Additionally, the terminology may denote of the occurrence of just two disorders simultaneously when as a matter of fact there could be others, too. One or more disorders in the clients with co-occurring disorders (COD) relate to the use of alcohol and/or other drugs of abuse as well as one or more mental disorders. When a minimum of one disorder of both types can be confirmed which isn't dependent on the other, we can talk about diagnosing co-occurring disorders and it isn't just a bunch of symptoms that are caused by just one disorder.
Even if co-existing condition is the latest term being used in the medical field, for this specific article, we will use the term dual disorder reciprocally.
Ready to Get Help?
CALL US NOW ON 0800 772 3971
The acronym MICA (short for Mentally Ill Chemical Abusers) is sometimes used to label people with a co-occurring disorder and a noticeably serious and chronic mental disorder like bipolar disorder or schizophrenia. The most ideal term used is mentally ill chemically affected individuals because the term affected more aptly describes their condition and is not derogatory. Some of the other acronyms are CAMI (chemical abuse and mental illness), MISU (mentally ill substance using), MISA (mentally ill substance abusers), SAMI (substance abuse and mental illness), ICO PSD (individuals with co-occurring psychiatric and substance disorders) and MIC'D (mentally ill chemically dependent).
Some typical examples of co-occurring disorders are the combinations of cocaine addiction with major depression, occasional polydrug abuse with borderline personality disorder, panic disorder with alcohol addiction and polydrug addiction and alcoholism with schizophrenia. Some patients have more than two disorders even if the focus of this is on dual disorders. The fundamentals that have to do with dual disorders normally also have a bearing on multiple disorders.
The existence of combined co-existing conditions and those of psychiatric disorders can differ in several significant aspects like chronicity, gravity, disability and level of impairment in bodily operations. For instance, each of the two disorders may be serious or mild, or one may be more serious than the other. Truly, the seriousness of both disorders can be modified eventually. Levels of impairment and disability in functioning may also differ.
Therefore, no single combination of dual disorders exists and there's indeed significant lack of consistency amongst these disorders. Specific treatment environments are, however, set up for patients that have alike combinations of dual disorders.
More than 50 per cent of adults who suffer from a serious mental disorder are also weakened by substance use disorders (addiction or abuse connected to alcohol or other substances).

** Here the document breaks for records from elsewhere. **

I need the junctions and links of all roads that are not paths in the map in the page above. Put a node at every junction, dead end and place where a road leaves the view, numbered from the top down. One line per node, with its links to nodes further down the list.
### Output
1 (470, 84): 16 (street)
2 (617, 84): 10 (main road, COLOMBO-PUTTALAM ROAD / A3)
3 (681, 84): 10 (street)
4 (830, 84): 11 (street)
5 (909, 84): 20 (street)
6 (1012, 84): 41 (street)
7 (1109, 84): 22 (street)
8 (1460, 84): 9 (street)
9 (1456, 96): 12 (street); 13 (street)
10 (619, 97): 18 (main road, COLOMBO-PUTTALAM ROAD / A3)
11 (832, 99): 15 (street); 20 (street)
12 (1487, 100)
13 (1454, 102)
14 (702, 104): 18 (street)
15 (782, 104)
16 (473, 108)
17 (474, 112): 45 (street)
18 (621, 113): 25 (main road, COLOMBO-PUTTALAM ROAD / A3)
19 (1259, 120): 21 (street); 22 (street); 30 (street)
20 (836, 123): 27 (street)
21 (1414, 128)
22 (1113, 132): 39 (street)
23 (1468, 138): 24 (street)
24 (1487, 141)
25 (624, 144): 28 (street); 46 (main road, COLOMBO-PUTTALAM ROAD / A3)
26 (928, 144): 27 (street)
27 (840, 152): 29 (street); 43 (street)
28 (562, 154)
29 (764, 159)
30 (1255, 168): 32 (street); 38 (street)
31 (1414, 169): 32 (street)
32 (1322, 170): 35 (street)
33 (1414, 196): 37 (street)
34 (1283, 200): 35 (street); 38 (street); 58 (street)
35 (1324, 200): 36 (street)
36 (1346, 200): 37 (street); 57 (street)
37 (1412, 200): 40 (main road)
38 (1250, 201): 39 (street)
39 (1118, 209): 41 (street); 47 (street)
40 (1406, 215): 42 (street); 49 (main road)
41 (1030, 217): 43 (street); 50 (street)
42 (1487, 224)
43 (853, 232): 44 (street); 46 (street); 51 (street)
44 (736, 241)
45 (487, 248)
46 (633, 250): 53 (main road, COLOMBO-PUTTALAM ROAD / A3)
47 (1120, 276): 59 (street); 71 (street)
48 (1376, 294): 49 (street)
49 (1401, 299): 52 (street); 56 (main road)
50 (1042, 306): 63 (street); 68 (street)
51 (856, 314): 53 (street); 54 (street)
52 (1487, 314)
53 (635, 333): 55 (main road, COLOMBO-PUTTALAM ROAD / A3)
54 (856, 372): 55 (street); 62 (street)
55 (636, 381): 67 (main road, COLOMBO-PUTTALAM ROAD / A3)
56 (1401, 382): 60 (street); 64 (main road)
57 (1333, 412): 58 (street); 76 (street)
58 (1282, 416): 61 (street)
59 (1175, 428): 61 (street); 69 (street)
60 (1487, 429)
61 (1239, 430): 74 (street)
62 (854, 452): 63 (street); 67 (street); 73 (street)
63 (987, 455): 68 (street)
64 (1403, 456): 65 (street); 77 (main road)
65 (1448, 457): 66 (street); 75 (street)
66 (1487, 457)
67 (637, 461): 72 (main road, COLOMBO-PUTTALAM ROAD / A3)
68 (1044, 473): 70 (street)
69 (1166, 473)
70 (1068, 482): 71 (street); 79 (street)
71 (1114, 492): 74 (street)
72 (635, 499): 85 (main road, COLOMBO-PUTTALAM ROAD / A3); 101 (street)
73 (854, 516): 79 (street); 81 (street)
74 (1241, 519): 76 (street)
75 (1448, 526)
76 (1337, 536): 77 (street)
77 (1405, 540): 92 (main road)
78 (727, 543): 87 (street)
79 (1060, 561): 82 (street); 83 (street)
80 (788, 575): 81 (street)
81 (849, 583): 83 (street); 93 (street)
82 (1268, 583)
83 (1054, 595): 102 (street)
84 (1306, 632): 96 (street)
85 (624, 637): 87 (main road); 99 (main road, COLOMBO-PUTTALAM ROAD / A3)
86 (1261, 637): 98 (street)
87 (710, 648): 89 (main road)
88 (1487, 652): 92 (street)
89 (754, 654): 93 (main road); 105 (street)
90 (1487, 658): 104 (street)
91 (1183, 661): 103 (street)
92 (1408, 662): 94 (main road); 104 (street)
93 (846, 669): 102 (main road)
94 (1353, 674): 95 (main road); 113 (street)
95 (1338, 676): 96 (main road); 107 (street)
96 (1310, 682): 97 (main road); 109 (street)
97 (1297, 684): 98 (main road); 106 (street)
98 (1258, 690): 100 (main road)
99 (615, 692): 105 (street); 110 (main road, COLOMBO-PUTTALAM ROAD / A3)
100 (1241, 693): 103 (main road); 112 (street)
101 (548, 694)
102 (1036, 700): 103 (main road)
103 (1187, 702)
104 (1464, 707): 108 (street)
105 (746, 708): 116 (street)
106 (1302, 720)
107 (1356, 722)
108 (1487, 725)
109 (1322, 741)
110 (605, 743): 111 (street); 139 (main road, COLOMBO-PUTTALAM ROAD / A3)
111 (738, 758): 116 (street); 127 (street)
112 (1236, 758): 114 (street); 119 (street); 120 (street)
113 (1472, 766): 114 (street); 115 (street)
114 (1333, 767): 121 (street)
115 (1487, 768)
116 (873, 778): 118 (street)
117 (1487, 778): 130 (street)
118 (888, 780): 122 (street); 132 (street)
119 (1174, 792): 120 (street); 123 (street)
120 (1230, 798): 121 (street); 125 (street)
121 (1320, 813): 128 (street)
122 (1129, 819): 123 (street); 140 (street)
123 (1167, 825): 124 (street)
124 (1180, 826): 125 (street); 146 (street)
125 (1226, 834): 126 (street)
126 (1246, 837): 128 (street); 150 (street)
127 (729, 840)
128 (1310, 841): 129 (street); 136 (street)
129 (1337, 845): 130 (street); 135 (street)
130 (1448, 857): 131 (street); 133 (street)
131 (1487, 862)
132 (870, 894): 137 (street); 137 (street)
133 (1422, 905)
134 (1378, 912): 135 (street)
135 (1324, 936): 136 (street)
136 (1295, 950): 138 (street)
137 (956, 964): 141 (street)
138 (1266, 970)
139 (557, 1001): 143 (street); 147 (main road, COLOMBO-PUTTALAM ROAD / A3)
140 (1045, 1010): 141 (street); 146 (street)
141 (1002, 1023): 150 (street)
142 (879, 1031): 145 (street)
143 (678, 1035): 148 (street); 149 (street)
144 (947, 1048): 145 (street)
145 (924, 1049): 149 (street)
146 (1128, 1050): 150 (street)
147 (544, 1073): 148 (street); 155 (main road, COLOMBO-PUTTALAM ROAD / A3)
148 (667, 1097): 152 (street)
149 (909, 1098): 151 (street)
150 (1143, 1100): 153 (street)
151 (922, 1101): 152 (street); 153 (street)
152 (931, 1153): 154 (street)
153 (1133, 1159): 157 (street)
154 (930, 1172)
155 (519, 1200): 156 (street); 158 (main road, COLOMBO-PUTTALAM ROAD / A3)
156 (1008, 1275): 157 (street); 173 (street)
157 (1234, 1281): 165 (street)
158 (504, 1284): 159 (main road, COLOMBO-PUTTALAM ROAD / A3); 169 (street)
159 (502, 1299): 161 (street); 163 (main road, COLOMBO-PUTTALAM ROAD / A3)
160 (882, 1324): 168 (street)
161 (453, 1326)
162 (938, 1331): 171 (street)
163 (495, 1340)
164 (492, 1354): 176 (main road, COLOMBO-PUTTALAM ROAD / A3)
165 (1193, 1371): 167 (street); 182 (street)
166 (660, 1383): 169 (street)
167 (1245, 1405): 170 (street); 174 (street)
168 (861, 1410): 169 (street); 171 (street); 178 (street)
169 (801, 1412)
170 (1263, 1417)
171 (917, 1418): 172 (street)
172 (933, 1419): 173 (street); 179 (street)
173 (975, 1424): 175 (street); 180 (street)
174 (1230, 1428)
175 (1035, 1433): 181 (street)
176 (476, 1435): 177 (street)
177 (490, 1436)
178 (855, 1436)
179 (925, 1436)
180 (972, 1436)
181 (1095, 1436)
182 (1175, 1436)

The differences between patients with a mental health disorder or only a co-occurring disorder problem and patients with dual disorders are that the latter frequently suffer more serious and long-lasting medical, emotional and social challenges. They are susceptible, since they have two disorders, to both further impairment of mental disorder and COD relapse. Additionally, dependency relapse most of the time causes psychiatric functional deterioration and worsening of psychiatric difficulties which further results in dependency relapse. This is why relapse prevention should be particularly made for patients having dual disorders. Users with dual disorders commonly need longer rehab, have a greater number of crises and advance more slowly in treatment compared to patients that only have a single disorder.
Psychiatric disorders most prevalent among dually diagnosed patients include personality disorders, mood disorders, psychotic disorders, and anxiety disorders.